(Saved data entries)
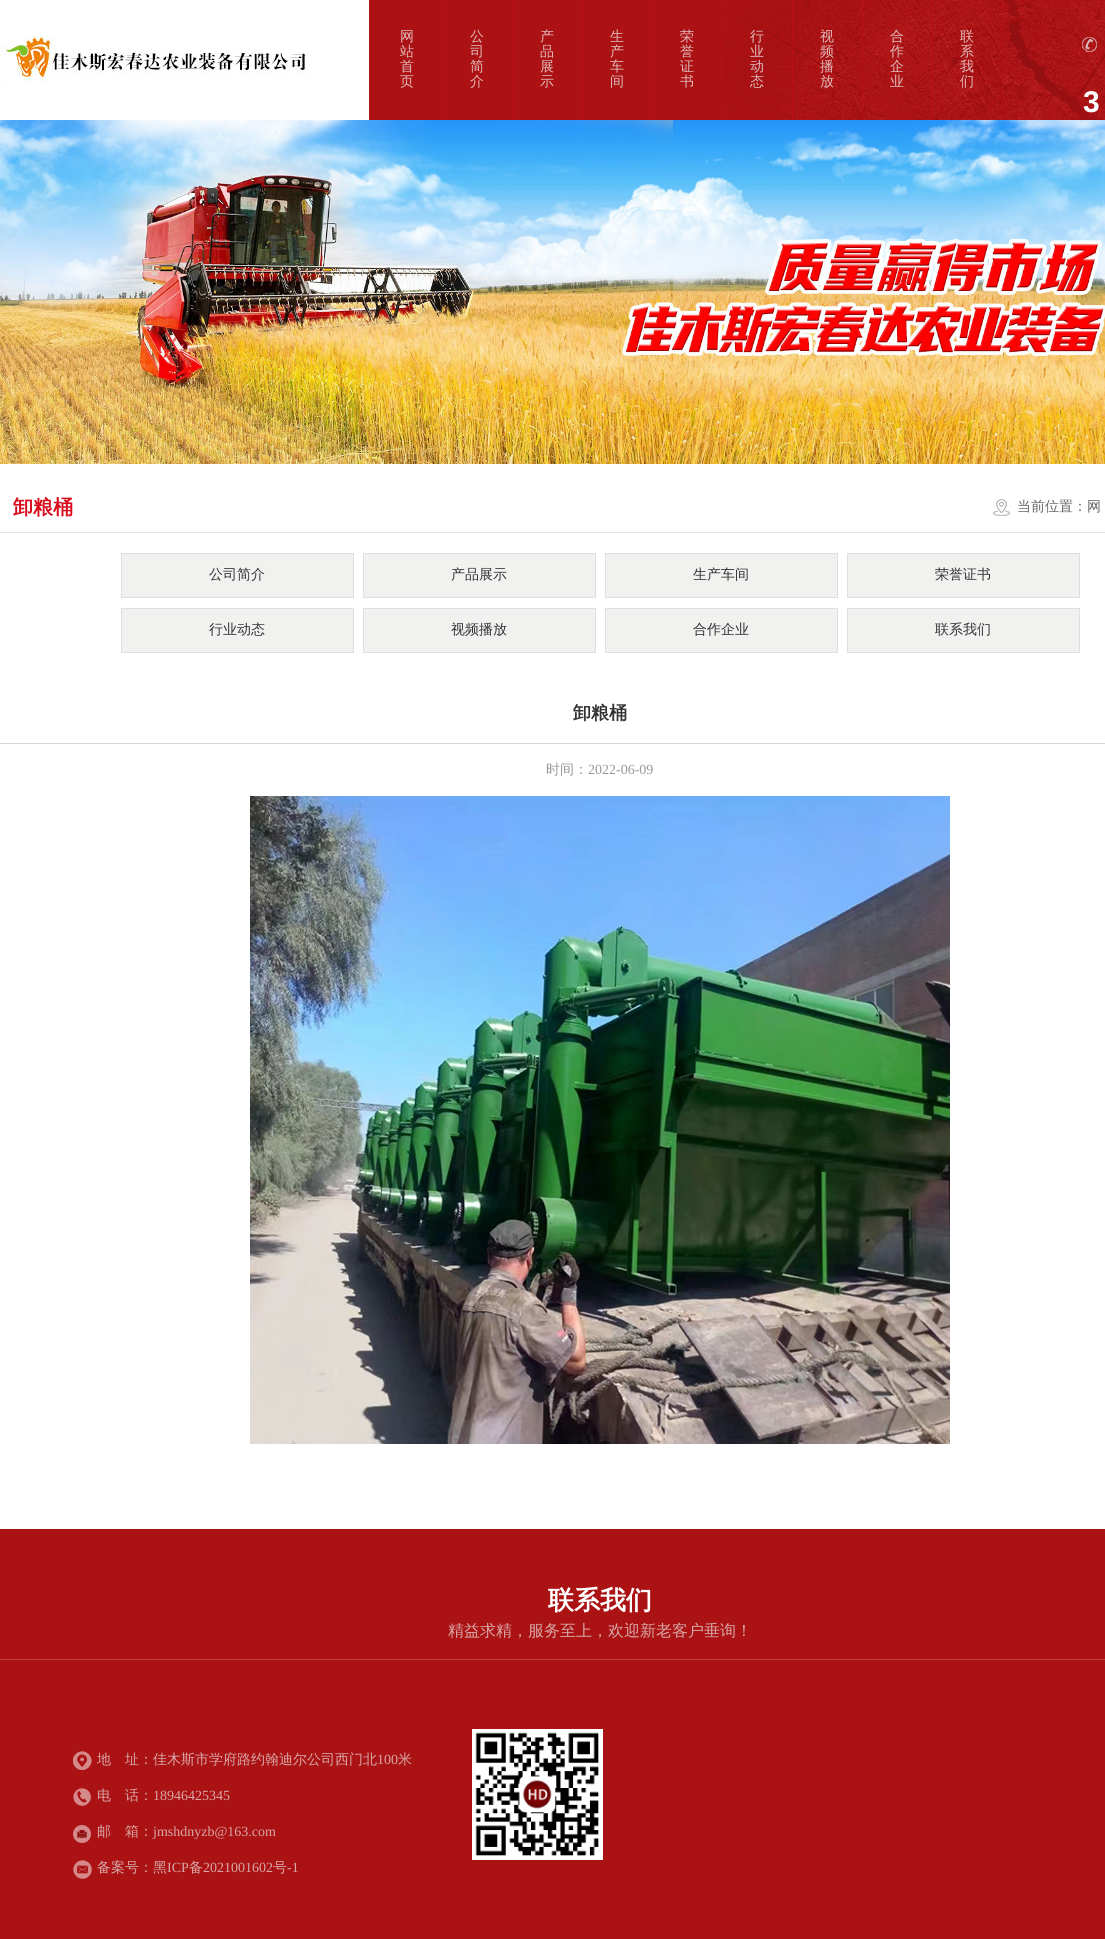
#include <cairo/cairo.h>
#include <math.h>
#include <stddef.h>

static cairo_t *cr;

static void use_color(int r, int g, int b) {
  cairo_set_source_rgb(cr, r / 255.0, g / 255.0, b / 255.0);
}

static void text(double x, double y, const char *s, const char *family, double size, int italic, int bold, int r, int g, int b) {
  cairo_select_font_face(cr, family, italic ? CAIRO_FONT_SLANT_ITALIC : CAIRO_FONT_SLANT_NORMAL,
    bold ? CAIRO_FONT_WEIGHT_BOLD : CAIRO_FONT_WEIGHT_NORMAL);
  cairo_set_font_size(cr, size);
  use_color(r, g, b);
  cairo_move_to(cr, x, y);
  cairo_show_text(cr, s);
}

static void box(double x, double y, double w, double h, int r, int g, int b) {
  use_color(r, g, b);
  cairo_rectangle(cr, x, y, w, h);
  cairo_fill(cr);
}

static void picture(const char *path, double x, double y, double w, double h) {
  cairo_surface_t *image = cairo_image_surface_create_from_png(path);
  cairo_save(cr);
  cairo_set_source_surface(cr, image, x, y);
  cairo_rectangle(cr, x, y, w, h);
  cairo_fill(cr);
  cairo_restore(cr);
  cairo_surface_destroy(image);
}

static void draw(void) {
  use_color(255, 255, 255);
  cairo_paint(cr);
  picture("img_01.png", 0, 0, 1105, 120);
  picture("img_02.png", 0, 36, 312, 50);
  box(442, 0, 1, 120, 186, 15, 22);
  box(512, 0, 1, 120, 186, 15, 22);
  box(582, 0, 1, 120, 186, 15, 22);
  box(652, 0, 1, 120, 186, 15, 22);
  box(722, 0, 1, 120, 186, 15, 22);
  box(792, 0, 1, 120, 186, 15, 22);
  box(862, 0, 1, 120, 186, 15, 22);
  box(932, 0, 1, 120, 186, 15, 22);
  box(1002, 0, 1, 120, 186, 15, 22);
  picture("img_03.png", 1082, 37, 15, 15);
  picture("img_04.png", 0, 120, 1105, 344);
  box(0, 532, 1105, 1, 228, 229, 226);
  picture("img_05.png", 993, 499, 17, 17);
  use_color(241, 242, 240);
  cairo_rectangle(cr, 121.5, 553.5, 232, 44);
  cairo_fill_preserve(cr);
  use_color(224, 222, 222);
  cairo_set_line_width(cr, 1);
  cairo_stroke(cr);
  use_color(241, 242, 240);
  cairo_rectangle(cr, 363.5, 553.5, 232, 44);
  cairo_fill_preserve(cr);
  use_color(224, 222, 222);
  cairo_stroke(cr);
  use_color(241, 242, 240);
  cairo_rectangle(cr, 605.5, 553.5, 232, 44);
  cairo_fill_preserve(cr);
  use_color(224, 222, 222);
  cairo_stroke(cr);
  use_color(241, 242, 240);
  cairo_rectangle(cr, 847.5, 553.5, 232, 44);
  cairo_fill_preserve(cr);
  use_color(224, 222, 222);
  cairo_stroke(cr);
  use_color(241, 242, 240);
  cairo_rectangle(cr, 121.5, 608.5, 232, 44);
  cairo_fill_preserve(cr);
  use_color(224, 222, 222);
  cairo_stroke(cr);
  use_color(241, 242, 240);
  cairo_rectangle(cr, 363.5, 608.5, 232, 44);
  cairo_fill_preserve(cr);
  use_color(224, 222, 222);
  cairo_stroke(cr);
  use_color(241, 242, 240);
  cairo_rectangle(cr, 605.5, 608.5, 232, 44);
  cairo_fill_preserve(cr);
  use_color(224, 222, 222);
  cairo_stroke(cr);
  use_color(241, 242, 240);
  cairo_rectangle(cr, 847.5, 608.5, 232, 44);
  cairo_fill_preserve(cr);
  use_color(224, 222, 222);
  cairo_stroke(cr);
  box(0, 743, 1105, 1, 214, 214, 214);
  picture("img_06.png", 250, 796, 700, 648);
  box(0, 1529, 1105, 410, 171, 18, 20);
  box(0, 1659, 1105, 1, 189, 65, 67);
  picture("img_07.png", 73, 1751, 19, 128);
  picture("img_08.png", 472, 1729, 131, 131);
  text(400, 41, "网", "WenQuanYi Zen Hei Medium", 14, 0, 0, 224, 186, 186);
  text(400, 56, "站", "WenQuanYi Zen Hei Medium", 14, 0, 0, 224, 186, 186);
  text(400, 71, "首", "WenQuanYi Zen Hei Medium", 14, 0, 0, 224, 186, 186);
  text(400, 86, "页", "WenQuanYi Zen Hei Medium", 14, 0, 0, 224, 186, 186);
  text(470, 41, "公", "WenQuanYi Zen Hei Medium", 14, 0, 0, 224, 186, 186);
  text(470, 56, "司", "WenQuanYi Zen Hei Medium", 14, 0, 0, 224, 186, 186);
  text(470, 71, "简", "WenQuanYi Zen Hei Medium", 14, 0, 0, 224, 186, 186);
  text(470, 86, "介", "WenQuanYi Zen Hei Medium", 14, 0, 0, 224, 186, 186);
  text(540, 41, "产", "WenQuanYi Zen Hei Medium", 14, 0, 0, 224, 186, 186);
  text(540, 56, "品", "WenQuanYi Zen Hei Medium", 14, 0, 0, 224, 186, 186);
  text(540, 71, "展", "WenQuanYi Zen Hei Medium", 14, 0, 0, 224, 186, 186);
  text(540, 86, "示", "WenQuanYi Zen Hei Medium", 14, 0, 0, 224, 186, 186);
  text(610, 41, "生", "WenQuanYi Zen Hei Medium", 14, 0, 0, 224, 186, 186);
  text(610, 56, "产", "WenQuanYi Zen Hei Medium", 14, 0, 0, 224, 186, 186);
  text(610, 71, "车", "WenQuanYi Zen Hei Medium", 14, 0, 0, 224, 186, 186);
  text(610, 86, "间", "WenQuanYi Zen Hei Medium", 14, 0, 0, 224, 186, 186);
  text(680, 41, "荣", "WenQuanYi Zen Hei Medium", 14, 0, 0, 224, 186, 186);
  text(680, 56, "誉", "WenQuanYi Zen Hei Medium", 14, 0, 0, 224, 186, 186);
  text(680, 71, "证", "WenQuanYi Zen Hei Medium", 14, 0, 0, 224, 186, 186);
  text(680, 86, "书", "WenQuanYi Zen Hei Medium", 14, 0, 0, 224, 186, 186);
  text(750, 41, "行", "WenQuanYi Zen Hei Medium", 14, 0, 0, 224, 186, 186);
  text(750, 56, "业", "WenQuanYi Zen Hei Medium", 14, 0, 0, 224, 186, 186);
  text(750, 71, "动", "WenQuanYi Zen Hei Medium", 14, 0, 0, 224, 186, 186);
  text(750, 86, "态", "WenQuanYi Zen Hei Medium", 14, 0, 0, 224, 186, 186);
  text(820, 41, "视", "WenQuanYi Zen Hei Medium", 14, 0, 0, 224, 186, 186);
  text(820, 56, "频", "WenQuanYi Zen Hei Medium", 14, 0, 0, 224, 186, 186);
  text(820, 71, "播", "WenQuanYi Zen Hei Medium", 14, 0, 0, 224, 186, 186);
  text(820, 86, "放", "WenQuanYi Zen Hei Medium", 14, 0, 0, 224, 186, 186);
  text(890, 41, "合", "WenQuanYi Zen Hei Medium", 14, 0, 0, 224, 186, 186);
  text(890, 56, "作", "WenQuanYi Zen Hei Medium", 14, 0, 0, 224, 186, 186);
  text(890, 71, "企", "WenQuanYi Zen Hei Medium", 14, 0, 0, 224, 186, 186);
  text(890, 86, "业", "WenQuanYi Zen Hei Medium", 14, 0, 0, 224, 186, 186);
  text(960, 41, "联", "WenQuanYi Zen Hei Medium", 14, 0, 0, 224, 186, 186);
  text(960, 56, "系", "WenQuanYi Zen Hei Medium", 14, 0, 0, 224, 186, 186);
  text(960, 71, "我", "WenQuanYi Zen Hei Medium", 14, 0, 0, 224, 186, 186);
  text(960, 86, "们", "WenQuanYi Zen Hei Medium", 14, 0, 0, 224, 186, 186);
  text(1083, 112, "3", "Liberation Sans", 30, 0, 1, 255, 255, 255);
  text(13, 514, "卸粮桶", "WenQuanYi Zen Hei", 20, 0, 1, 217, 10, 26);
  text(1017, 511, "当前位置：网", "WenQuanYi Zen Hei Medium", 14, 0, 0, 102, 102, 102);
  text(209, 579, "公司简介", "WenQuanYi Zen Hei Medium", 14, 0, 0, 51, 51, 51);
  text(451, 579, "产品展示", "WenQuanYi Zen Hei Medium", 14, 0, 0, 51, 51, 51);
  text(693, 579, "生产车间", "WenQuanYi Zen Hei Medium", 14, 0, 0, 51, 51, 51);
  text(935, 579, "荣誉证书", "WenQuanYi Zen Hei Medium", 14, 0, 0, 51, 51, 51);
  text(209, 634, "行业动态", "WenQuanYi Zen Hei Medium", 14, 0, 0, 51, 51, 51);
  text(451, 634, "视频播放", "WenQuanYi Zen Hei Medium", 14, 0, 0, 51, 51, 51);
  text(693, 634, "合作企业", "WenQuanYi Zen Hei Medium", 14, 0, 0, 51, 51, 51);
  text(935, 634, "联系我们", "WenQuanYi Zen Hei Medium", 14, 0, 0, 51, 51, 51);
  text(573, 719, "卸粮桶", "WenQuanYi Zen Hei", 18, 0, 1, 51, 51, 51);
  text(546, 774, "时间：", "WenQuanYi Zen Hei Medium", 14, 0, 0, 153, 153, 153);
  text(588, 774, "2022-06-09", "Liberation Serif", 14, 0, 0, 153, 153, 153);
  text(548, 1609, "联系我们", "WenQuanYi Zen Hei", 26, 0, 1, 255, 255, 255);
  text(448, 1636, "精益求精，服务至上，欢迎新老客户垂询！", "WenQuanYi Zen Hei Medium", 16, 0, 0, 216, 167, 167);
  text(97, 1764, "地　址：佳木斯市学府路约翰迪尔公司西门北", "WenQuanYi Zen Hei Medium", 14, 0, 0, 216, 167, 167);
  text(377, 1764, "100", "Liberation Serif", 14, 0, 0, 216, 167, 167);
  text(398, 1764, "米", "WenQuanYi Zen Hei Medium", 14, 0, 0, 216, 167, 167);
  text(97, 1800, "电　话：", "WenQuanYi Zen Hei Medium", 14, 0, 0, 216, 167, 167);
  text(153, 1800, "18946425345", "Liberation Serif", 14, 0, 0, 216, 167, 167);
  text(97, 1836, "邮　箱：", "WenQuanYi Zen Hei Medium", 14, 0, 0, 216, 167, 167);
  text(153, 1836, "jmshdnyzb@163.com", "Liberation Serif", 14, 0, 0, 216, 167, 167);
  text(97, 1872, "备案号：黑", "WenQuanYi Zen Hei Medium", 14, 0, 0, 216, 167, 167);
  text(167, 1872, "ICP", "Liberation Serif", 14, 0, 0, 216, 167, 167);
  text(189, 1872, "备", "WenQuanYi Zen Hei Medium", 14, 0, 0, 216, 167, 167);
  text(203, 1872, "2021001602", "Liberation Serif", 14, 0, 0, 216, 167, 167);
  text(273, 1872, "号", "WenQuanYi Zen Hei Medium", 14, 0, 0, 216, 167, 167);
  text(287, 1872, "-1", "Liberation Serif", 14, 0, 0, 216, 167, 167);
}

int main(void) {
  cairo_surface_t *surface = cairo_image_surface_create(CAIRO_FORMAT_RGB24, 1105, 1939);
  cr = cairo_create(surface);
  cairo_font_options_t *options = cairo_font_options_create();
  cairo_font_options_set_hint_metrics(options, CAIRO_HINT_METRICS_OFF);
  cairo_font_options_set_hint_style(options, CAIRO_HINT_STYLE_NONE);
  cairo_set_font_options(cr, options);
  cairo_set_miter_limit(cr, 4);
  draw();
  cairo_surface_write_to_png(surface, "out.png");
  cairo_font_options_destroy(options);
  cairo_destroy(cr);
  cairo_surface_destroy(surface);
  return 0;
}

## [What is needed]
Check each line above for the string "char" and report how many lines have it, giving only the number.

## [Task result]
2